**Collected data:**
::::::::

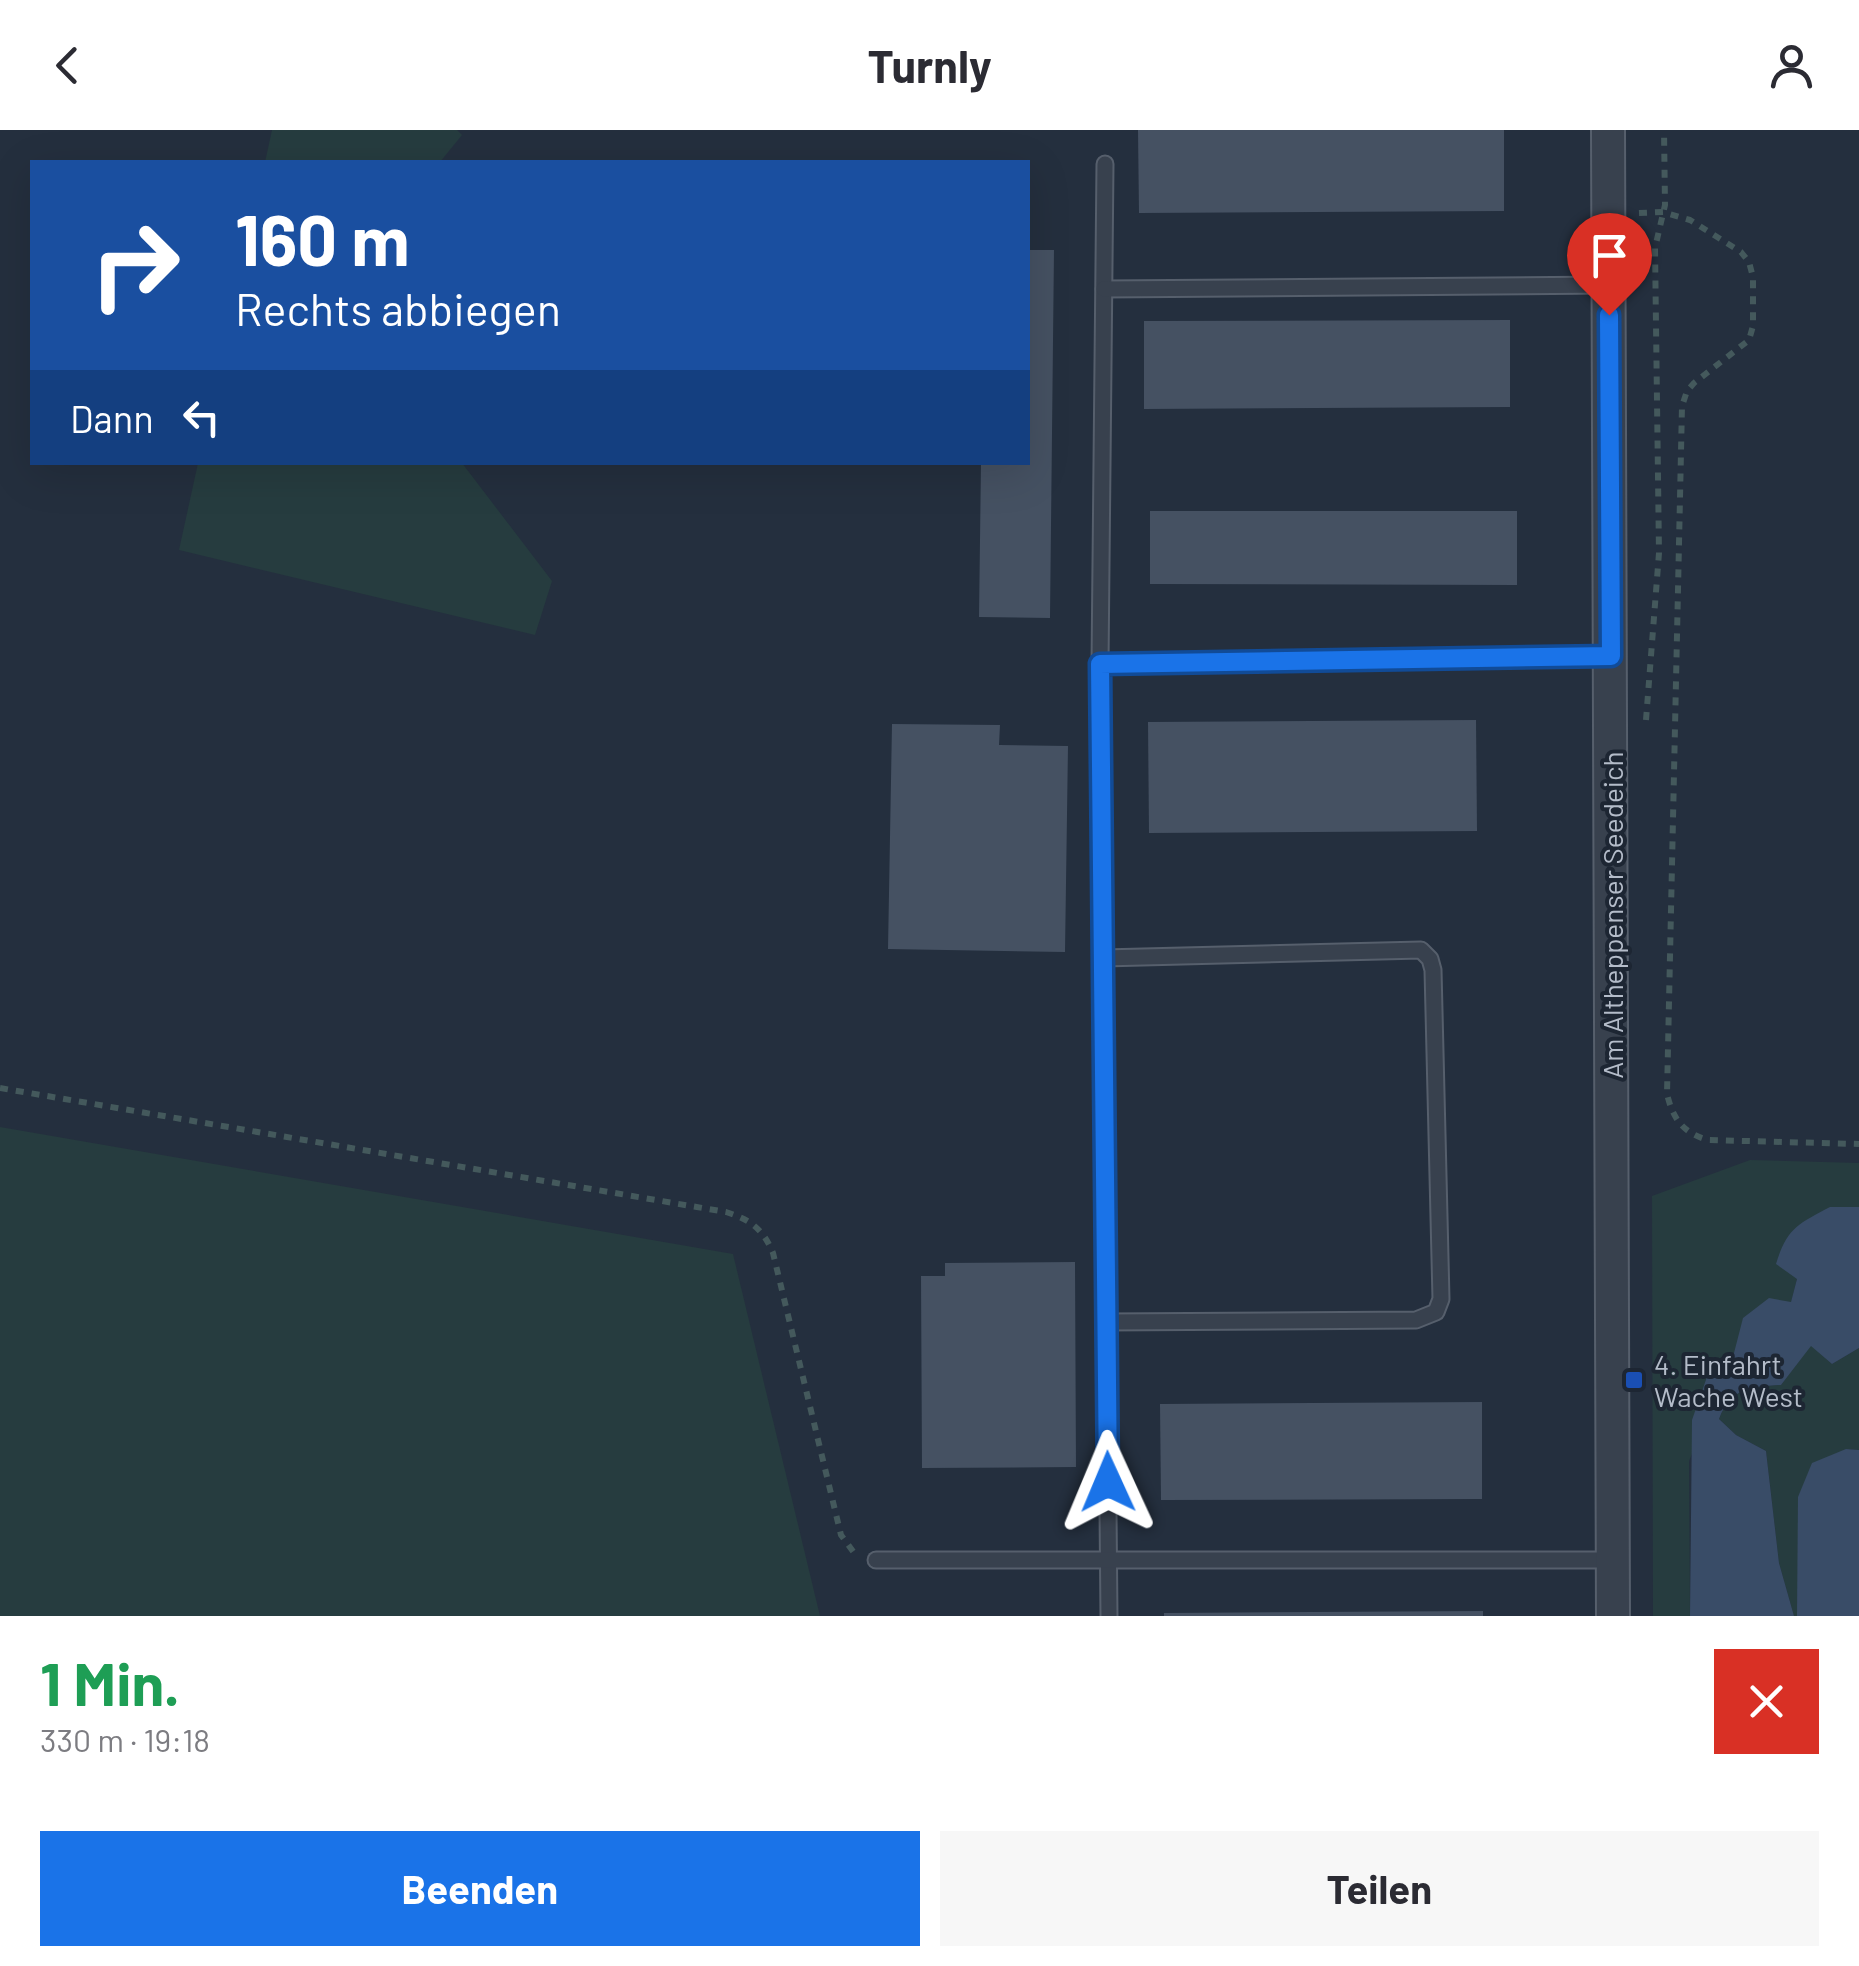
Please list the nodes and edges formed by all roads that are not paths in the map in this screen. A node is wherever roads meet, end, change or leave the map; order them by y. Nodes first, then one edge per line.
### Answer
1 (1608, 130) edge
2 (1106, 164) dead end
3 (1609, 285) junction
4 (1104, 289) junction
5 (1611, 656) junction
6 (1100, 664) junction
7 (1103, 958) junction
8 (1106, 1322) junction
9 (876, 1560) road end
10 (1612, 1560) junction
11 (1109, 1562) junction
12 (1110, 1616) edge
13 (1613, 1616) edge

1 - 3 street, Am Altheppenser Seedeich
2 - 4 lane
3 - 4 lane
3 - 5 street, Am Altheppenser Seedeich
4 - 6 lane
5 - 6 lane
5 - 10 street, Am Altheppenser Seedeich
6 - 7 lane
7 - 8 lane
7 - 8 lane
8 - 11 lane
9 - 11 lane
10 - 11 lane
10 - 13 street, Am Altheppenser Seedeich
11 - 12 lane

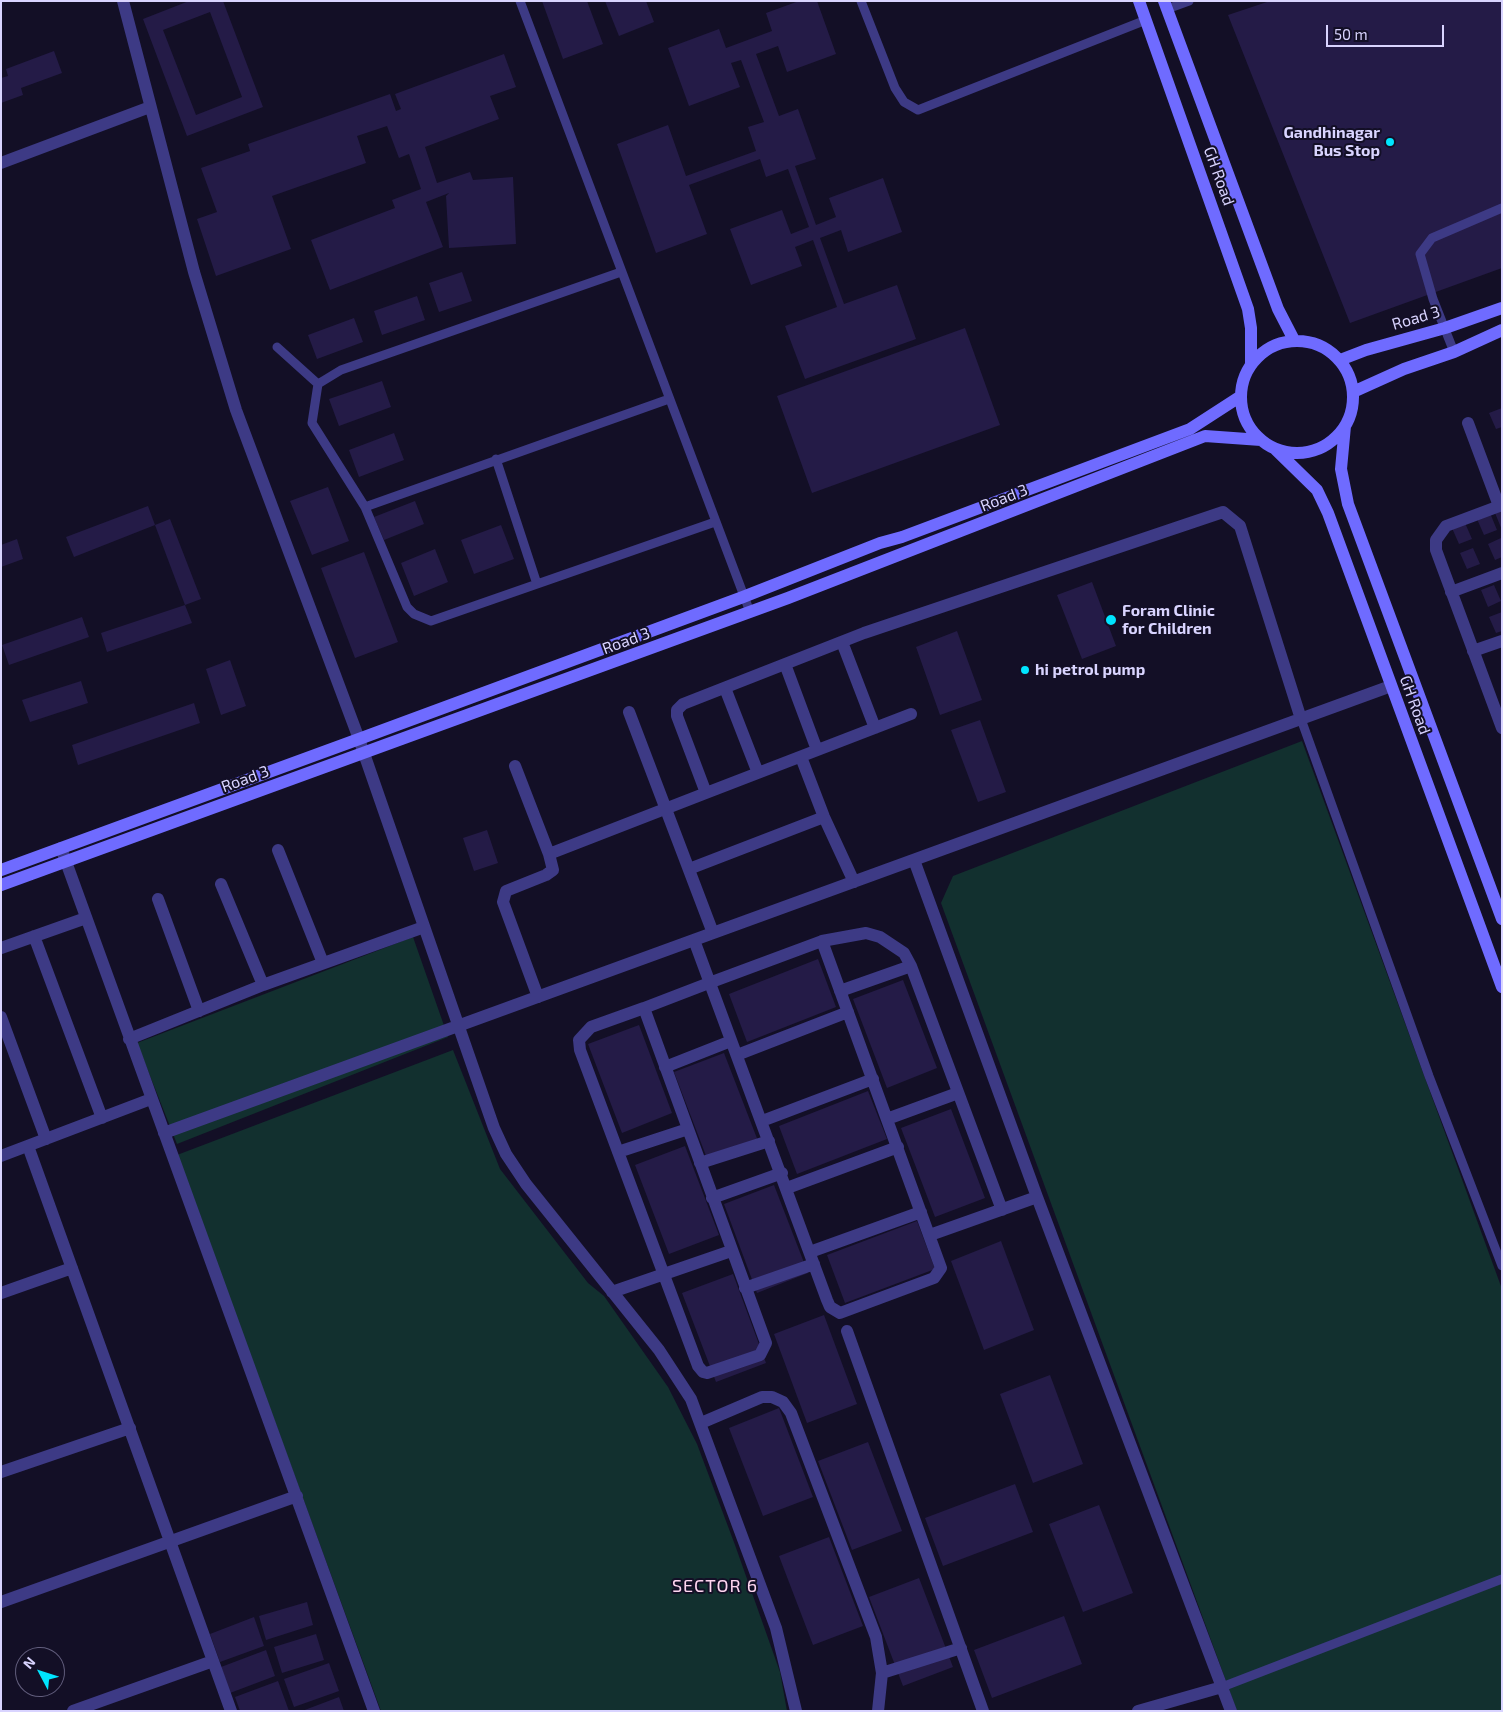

::::::::

**Problem details:**
Repeat all of the entries word for word, but omit the pictures.

**Result of the task:**
Please list the nodes and edges formed by all roads that are not paths in the map in this screen. A node is wherever roads meet, end, change or leave the map; order them by y. Nodes first, then one edge per line.
### Answer
1 (1608, 130) edge
2 (1106, 164) dead end
3 (1609, 285) junction
4 (1104, 289) junction
5 (1611, 656) junction
6 (1100, 664) junction
7 (1103, 958) junction
8 (1106, 1322) junction
9 (876, 1560) road end
10 (1612, 1560) junction
11 (1109, 1562) junction
12 (1110, 1616) edge
13 (1613, 1616) edge

1 - 3 street, Am Altheppenser Seedeich
2 - 4 lane
3 - 4 lane
3 - 5 street, Am Altheppenser Seedeich
4 - 6 lane
5 - 6 lane
5 - 10 street, Am Altheppenser Seedeich
6 - 7 lane
7 - 8 lane
7 - 8 lane
8 - 11 lane
9 - 11 lane
10 - 11 lane
10 - 13 street, Am Altheppenser Seedeich
11 - 12 lane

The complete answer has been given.